● **Task description**
In the records below, find each line with "then" and copy it.

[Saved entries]
....
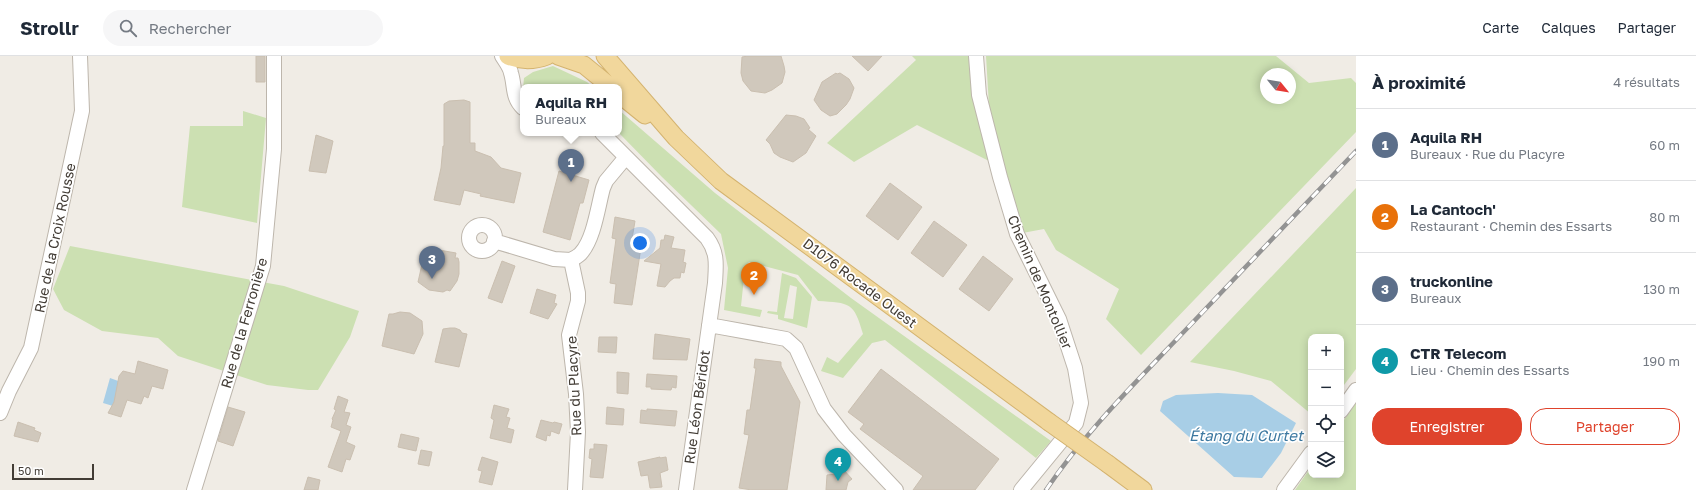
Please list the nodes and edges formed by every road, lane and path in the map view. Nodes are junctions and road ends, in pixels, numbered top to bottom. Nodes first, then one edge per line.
1 (80, 56) edge
2 (274, 56) edge
3 (502, 56) edge
4 (508, 56) edge
5 (547, 56) edge
6 (558, 56) edge
7 (605, 56) edge
8 (976, 56) edge
9 (529, 60) junction
10 (607, 84) edge
11 (513, 89) junction
12 (622, 96) edge
13 (520, 105) edge
14 (605, 136) edge
15 (676, 138) junction
16 (626, 157) junction
17 (494, 241) dead end
18 (571, 260) junction
19 (709, 325) junction
20 (1356, 390) edge
21 (1344, 407) edge
22 (0, 413) edge
23 (1308, 457) edge
24 (194, 490) edge
25 (575, 490) edge
26 (686, 490) edge
27 (896, 490) edge
28 (1021, 490) edge
29 (1143, 490) edge
30 (1284, 490) edge

1 - 22 street, Rue de la Croix Rousse
2 - 24 street, Rue de la Ferronière
3 - 11 street
4 - 9 main road
5 - 9 main road
6 - 10 main road
7 - 15 main road
8 - 28 street, Chemin de Montollier
9 - 11 street
11 - 13 street
12 - 15 main road
14 - 16 street, Rue Léon Béridot
15 - 29 main road, D1076 Rocade Ouest, bridge
16 - 18 street
16 - 19 street, Rue Léon Béridot
17 - 18 street
18 - 25 street, Rue du Placyre
19 - 26 street, Rue Léon Béridot
19 - 27 street
20 - 21 street
23 - 30 street

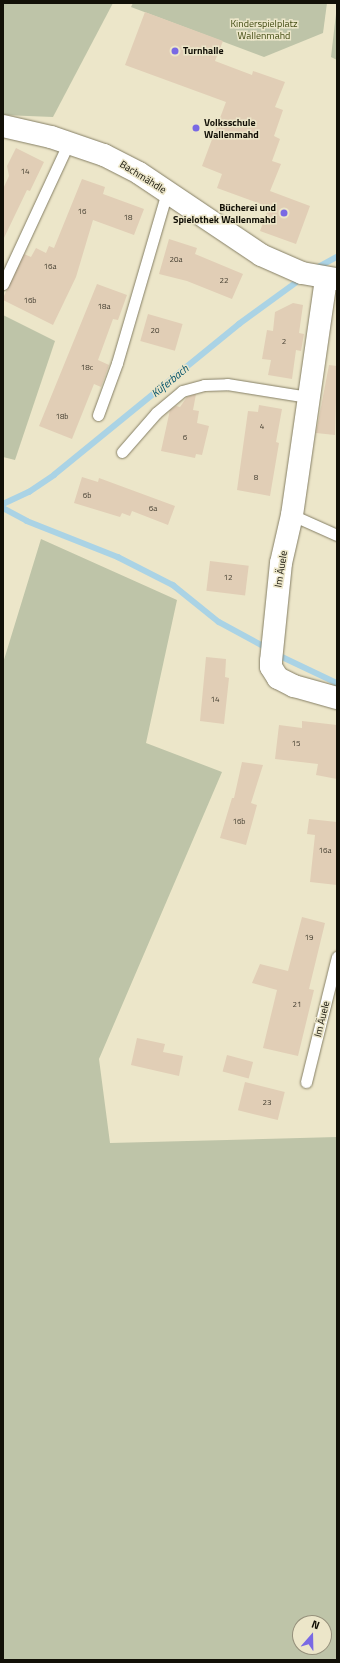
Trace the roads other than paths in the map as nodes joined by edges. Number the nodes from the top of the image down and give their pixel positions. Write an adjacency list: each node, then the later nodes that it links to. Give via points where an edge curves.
1 (3, 126): 2 (street, Bachmähdle)
2 (70, 142): 3 (street, Bachmähdle, via 116,160); 5 (lane)
3 (166, 192): 4 (street, Bachmähdle, via 261,255); 7 (lane, via 117,363)
4 (321, 277): 6 (street, Im Äuele)
5 (3, 284)
6 (308, 397): 8 (lane, via 227,384 204,385 182,391 156,413); 9 (street, Im Äuele)
7 (98, 415)
8 (122, 452)
9 (292, 515): 10 (lane); 11 (street, Im Äuele, via 272,631 271,668 278,678 294,686)
10 (337, 535)
11 (337, 698)
12 (337, 957): 13 (lane, Im Äuele)
13 (306, 1082)

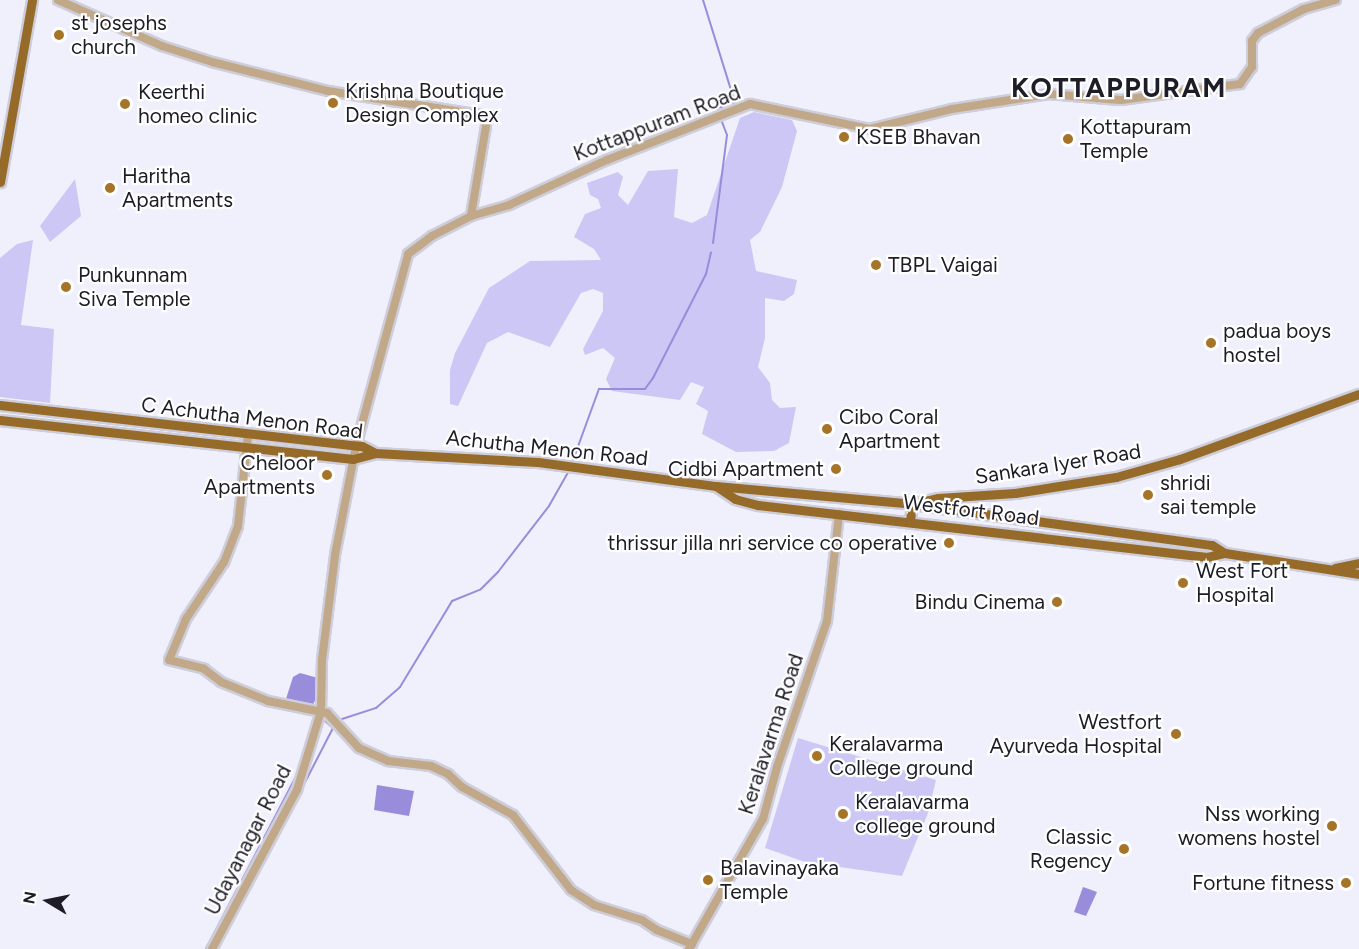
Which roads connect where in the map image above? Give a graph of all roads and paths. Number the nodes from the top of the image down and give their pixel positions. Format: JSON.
{"nodes":[{"id":1,"x":32,"y":0,"type":"edge"},
{"id":2,"x":58,"y":0,"type":"edge"},
{"id":3,"x":1336,"y":0,"type":"edge"},
{"id":4,"x":0,"y":182,"type":"edge"},
{"id":5,"x":471,"y":216,"type":"junction"},
{"id":6,"x":1359,"y":394,"type":"edge"},
{"id":7,"x":0,"y":405,"type":"edge"},
{"id":8,"x":0,"y":420,"type":"edge"},
{"id":9,"x":248,"y":435,"type":"junction"},
{"id":10,"x":356,"y":446,"type":"junction"},
{"id":11,"x":246,"y":448,"type":"junction"},
{"id":12,"x":375,"y":453,"type":"junction"},
{"id":13,"x":354,"y":459,"type":"junction"},
{"id":14,"x":716,"y":486,"type":"junction"},
{"id":15,"x":871,"y":498,"type":"junction"},
{"id":16,"x":912,"y":504,"type":"junction"},
{"id":17,"x":839,"y":514,"type":"junction"},
{"id":18,"x":868,"y":516,"type":"junction"},
{"id":19,"x":910,"y":521,"type":"junction"},
{"id":20,"x":1225,"y":553,"type":"junction"},
{"id":21,"x":1359,"y":564,"type":"edge"},
{"id":22,"x":1326,"y":569,"type":"junction"},
{"id":23,"x":1359,"y":574,"type":"edge"},
{"id":24,"x":321,"y":711,"type":"junction"},
{"id":25,"x":690,"y":946,"type":"edge"},
{"id":26,"x":212,"y":949,"type":"edge"}],
"edges":[{"from":1,"to":4,"type":"main road"},
{"from":2,"to":5,"type":"street"},
{"from":3,"to":5,"type":"street","name":"Kottappuram Road"},
{"from":5,"to":10,"type":"street","name":"Kottappuram Road"},
{"from":6,"to":16,"type":"main road","name":"Sankara Iyer Road"},
{"from":7,"to":9,"type":"main road","name":"C Achutha Menon Road"},
{"from":8,"to":11,"type":"main road","name":"C Achutha Menon Road"},
{"from":9,"to":10,"type":"main road","name":"C Achutha Menon Road"},
{"from":9,"to":11,"type":"street"},
{"from":10,"to":12,"type":"main road","name":"C Achutha Menon Road"},
{"from":10,"to":13,"type":"street","name":"Kottappuram Road"},
{"from":11,"to":13,"type":"main road","name":"C Achutha Menon Road"},
{"from":11,"to":24,"type":"street"},
{"from":12,"to":13,"type":"main road","name":"C Achutha Menon Road"},
{"from":12,"to":14,"type":"main road","name":"Achutha Menon Road"},
{"from":13,"to":24,"type":"street","name":"Udayanagar Road"},
{"from":14,"to":15,"type":"main road","name":"Sankara Iyer Road"},
{"from":14,"to":17,"type":"main road","name":"Westfort Road"},
{"from":15,"to":16,"type":"main road","name":"Sankara Iyer Road"},
{"from":15,"to":18,"type":"main road"},
{"from":16,"to":19,"type":"main road"},
{"from":16,"to":20,"type":"main road","name":"Westfort Road"},
{"from":17,"to":18,"type":"main road","name":"Westfort Road"},
{"from":17,"to":25,"type":"street","name":"Keralavarma Road"},
{"from":18,"to":19,"type":"main road","name":"Westfort Road"},
{"from":19,"to":20,"type":"main road","name":"Westfort Road"},
{"from":20,"to":22,"type":"main road","name":"Westfort Road"},
{"from":21,"to":22,"type":"main road","name":"Westfort Road"},
{"from":22,"to":23,"type":"main road","name":"Westfort Road"},
{"from":24,"to":25,"type":"street"},
{"from":24,"to":26,"type":"street","name":"Udayanagar Road"}]}
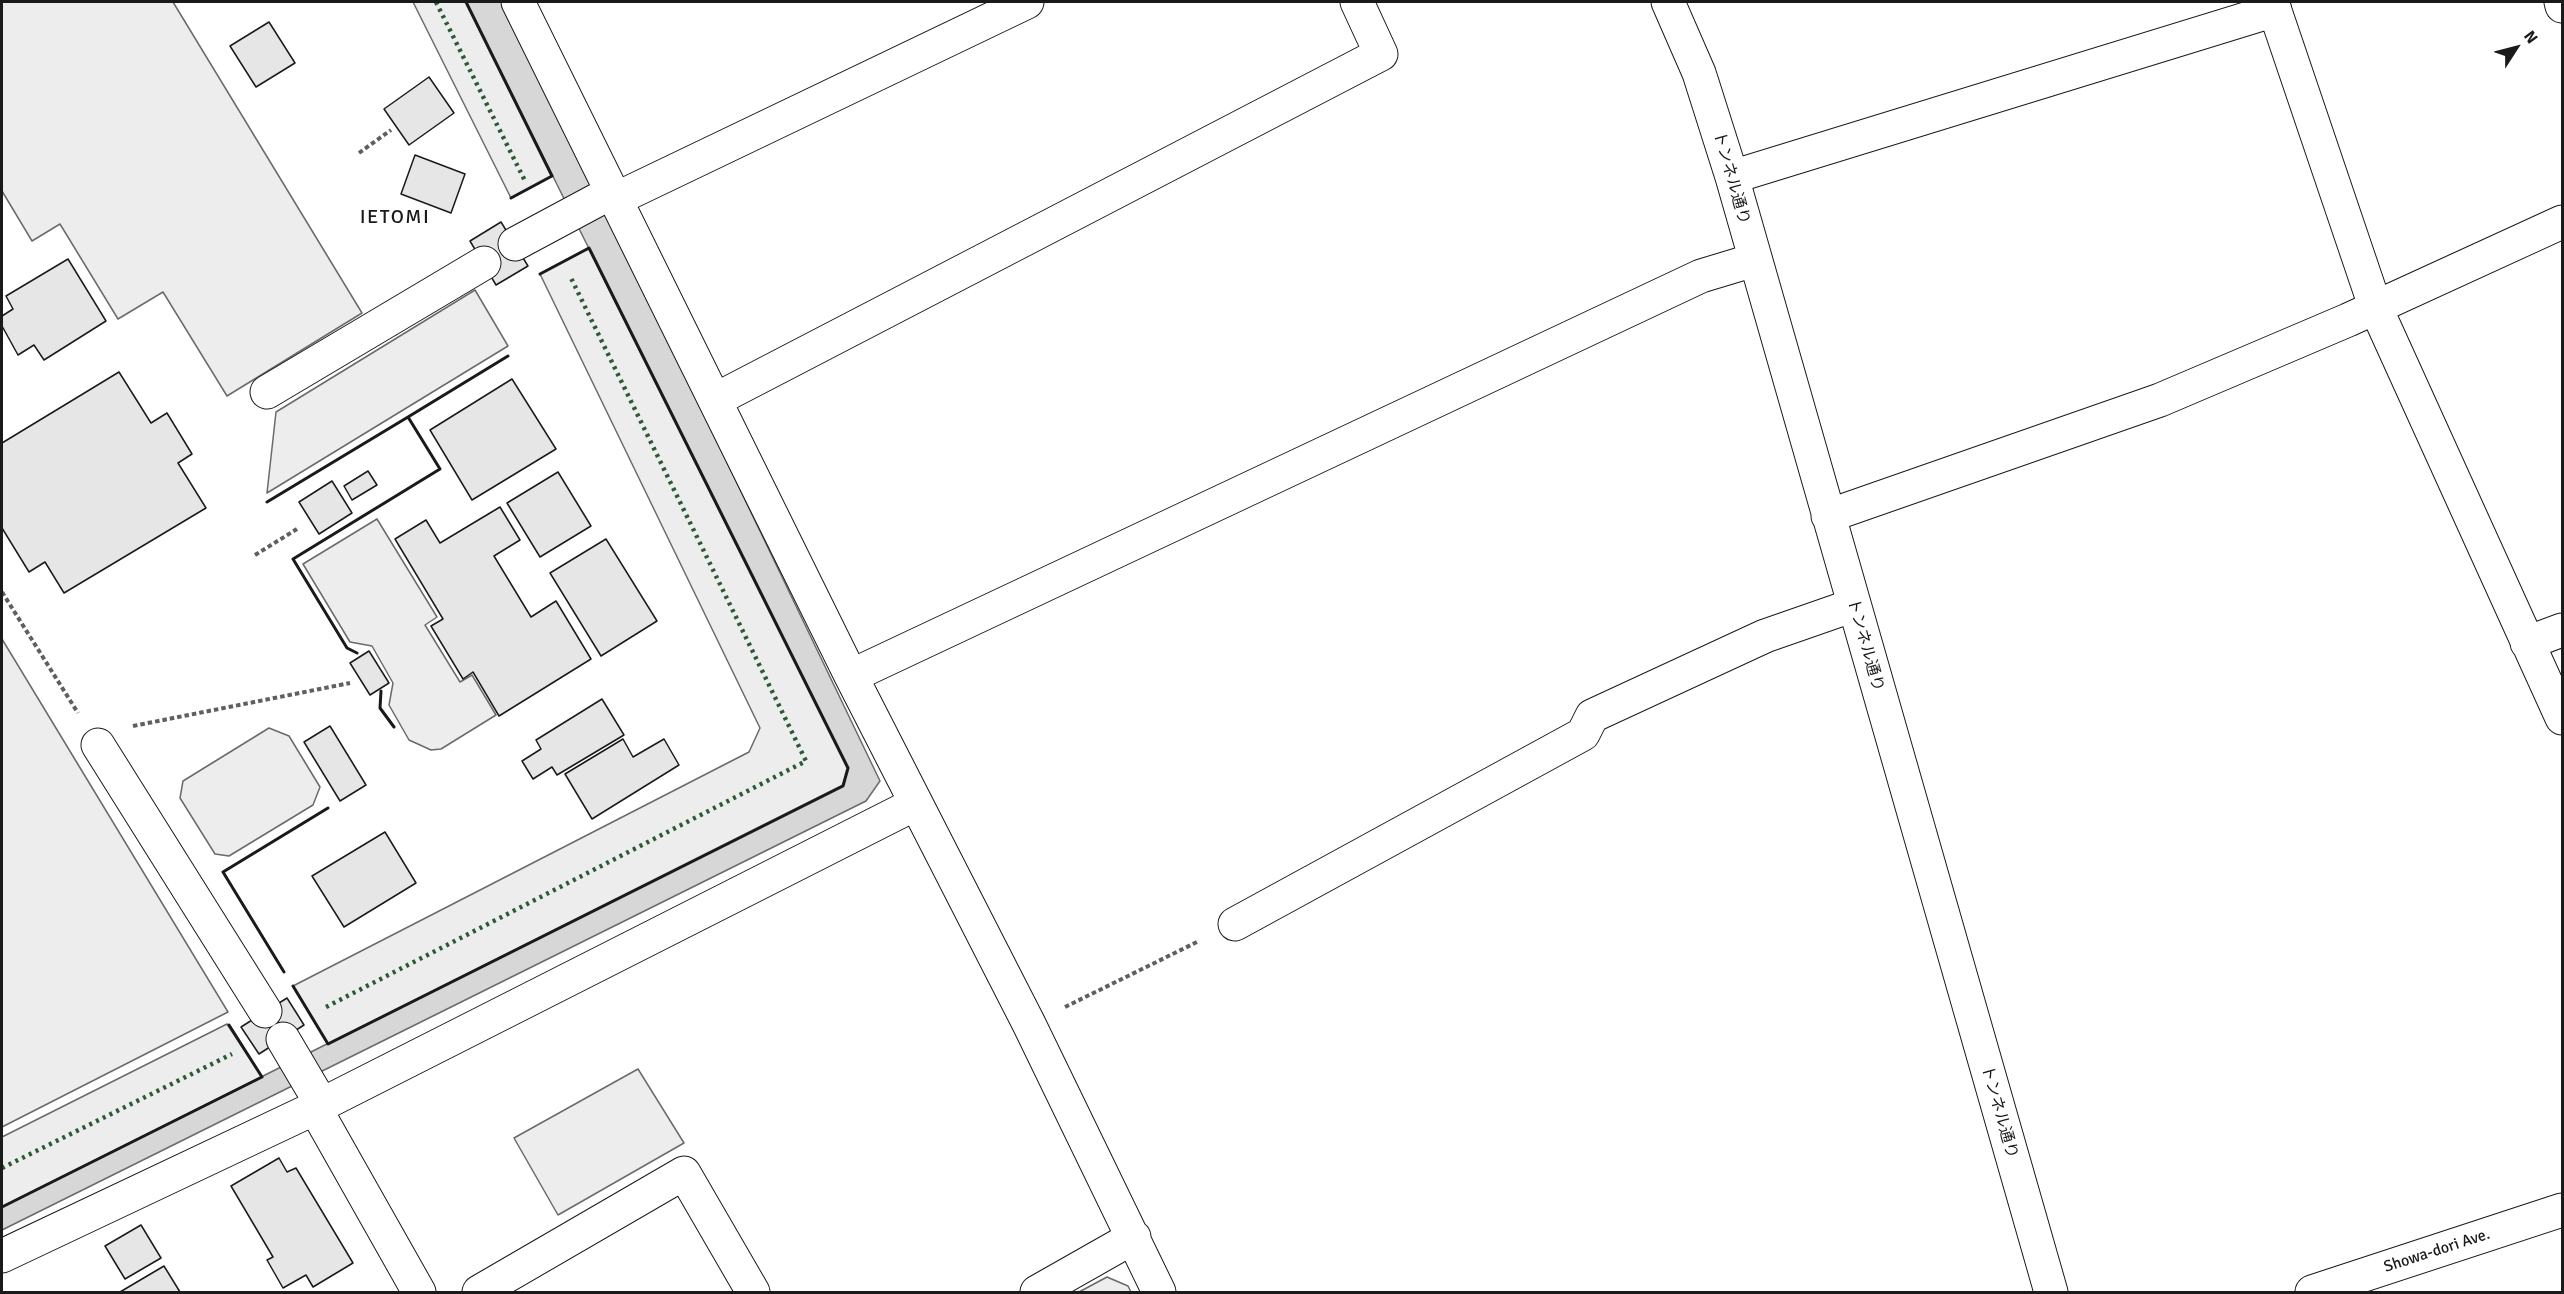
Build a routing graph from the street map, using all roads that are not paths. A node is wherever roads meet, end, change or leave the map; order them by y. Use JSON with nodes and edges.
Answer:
{"nodes":[{"id":1,"x":518,"y":2,"type":"edge"},
{"id":2,"x":1027,"y":2,"type":"edge"},
{"id":3,"x":1357,"y":2,"type":"edge"},
{"id":4,"x":1668,"y":2,"type":"edge"},
{"id":5,"x":2561,"y":2,"type":"edge"},
{"id":6,"x":2273,"y":6,"type":"edge"},
{"id":7,"x":2562,"y":6,"type":"edge"},
{"id":8,"x":1732,"y":177,"type":"junction"},
{"id":9,"x":610,"y":196,"type":"junction"},
{"id":10,"x":2562,"y":222,"type":"edge"},
{"id":11,"x":515,"y":244,"type":"dead end"},
{"id":12,"x":1754,"y":260,"type":"junction"},
{"id":13,"x":484,"y":263,"type":"dead end"},
{"id":14,"x":2375,"y":306,"type":"junction"},
{"id":15,"x":267,"y":392,"type":"dead end"},
{"id":16,"x":715,"y":400,"type":"junction"},
{"id":17,"x":1828,"y":516,"type":"junction"},
{"id":18,"x":1854,"y":605,"type":"junction"},
{"id":19,"x":2562,"y":630,"type":"edge"},
{"id":20,"x":2528,"y":643,"type":"junction"},
{"id":21,"x":851,"y":676,"type":"junction"},
{"id":22,"x":2562,"y":718,"type":"edge"},
{"id":23,"x":98,"y":745,"type":"road end"},
{"id":24,"x":915,"y":804,"type":"junction"},
{"id":25,"x":1234,"y":924,"type":"road end"},
{"id":26,"x":265,"y":1011,"type":"dead end"},
{"id":27,"x":285,"y":1044,"type":"dead end"},
{"id":28,"x":316,"y":1099,"type":"junction"},
{"id":29,"x":2562,"y":1210,"type":"edge"},
{"id":30,"x":1134,"y":1237,"type":"junction"},
{"id":31,"x":2,"y":1256,"type":"edge"},
{"id":32,"x":419,"y":1293,"type":"edge"},
{"id":33,"x":479,"y":1293,"type":"edge"},
{"id":34,"x":753,"y":1293,"type":"edge"},
{"id":35,"x":1037,"y":1293,"type":"edge"},
{"id":36,"x":1159,"y":1293,"type":"edge"},
{"id":37,"x":2051,"y":1293,"type":"edge"},
{"id":38,"x":2312,"y":1293,"type":"edge"}],
"edges":[{"from":1,"to":9,"type":"main road"},
{"from":2,"to":9,"type":"main road"},
{"from":3,"to":16,"type":"main road"},
{"from":4,"to":8,"type":"main road","name":"トンネル通り"},
{"from":5,"to":7,"type":"main road"},
{"from":6,"to":8,"type":"main road"},
{"from":6,"to":14,"type":"main road"},
{"from":8,"to":12,"type":"main road","name":"トンネル通り"},
{"from":9,"to":11,"type":"main road"},
{"from":9,"to":16,"type":"main road"},
{"from":10,"to":14,"type":"main road"},
{"from":12,"to":17,"type":"main road","name":"トンネル通り"},
{"from":12,"to":21,"type":"main road"},
{"from":13,"to":15,"type":"main road"},
{"from":14,"to":17,"type":"main road"},
{"from":14,"to":20,"type":"main road"},
{"from":16,"to":21,"type":"main road"},
{"from":17,"to":18,"type":"main road","name":"トンネル通り"},
{"from":18,"to":25,"type":"main road"},
{"from":18,"to":37,"type":"main road","name":"トンネル通り"},
{"from":19,"to":20,"type":"main road"},
{"from":20,"to":22,"type":"main road"},
{"from":21,"to":24,"type":"main road"},
{"from":23,"to":26,"type":"main road"},
{"from":24,"to":28,"type":"main road"},
{"from":24,"to":30,"type":"main road"},
{"from":27,"to":28,"type":"main road"},
{"from":28,"to":31,"type":"main road"},
{"from":28,"to":32,"type":"main road"},
{"from":29,"to":38,"type":"main road","name":"Showa-dori Ave."},
{"from":30,"to":35,"type":"main road"},
{"from":30,"to":36,"type":"main road"},
{"from":33,"to":34,"type":"main road"}]}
....
● **Response to this task**
Please list the nodes and edges formed by every road, lane and path in the map view. Nodes are junctions and road ends, in pixels, numbered top to bottom. Nodes first, then one edge per line.
Trace the roads other than paths in the map as nodes joined by edges. Number the nodes from the top of the image down and give their pixel positions. Write an adjacency list: each node, then the later nodes that it links to. Give via points where an edge curves.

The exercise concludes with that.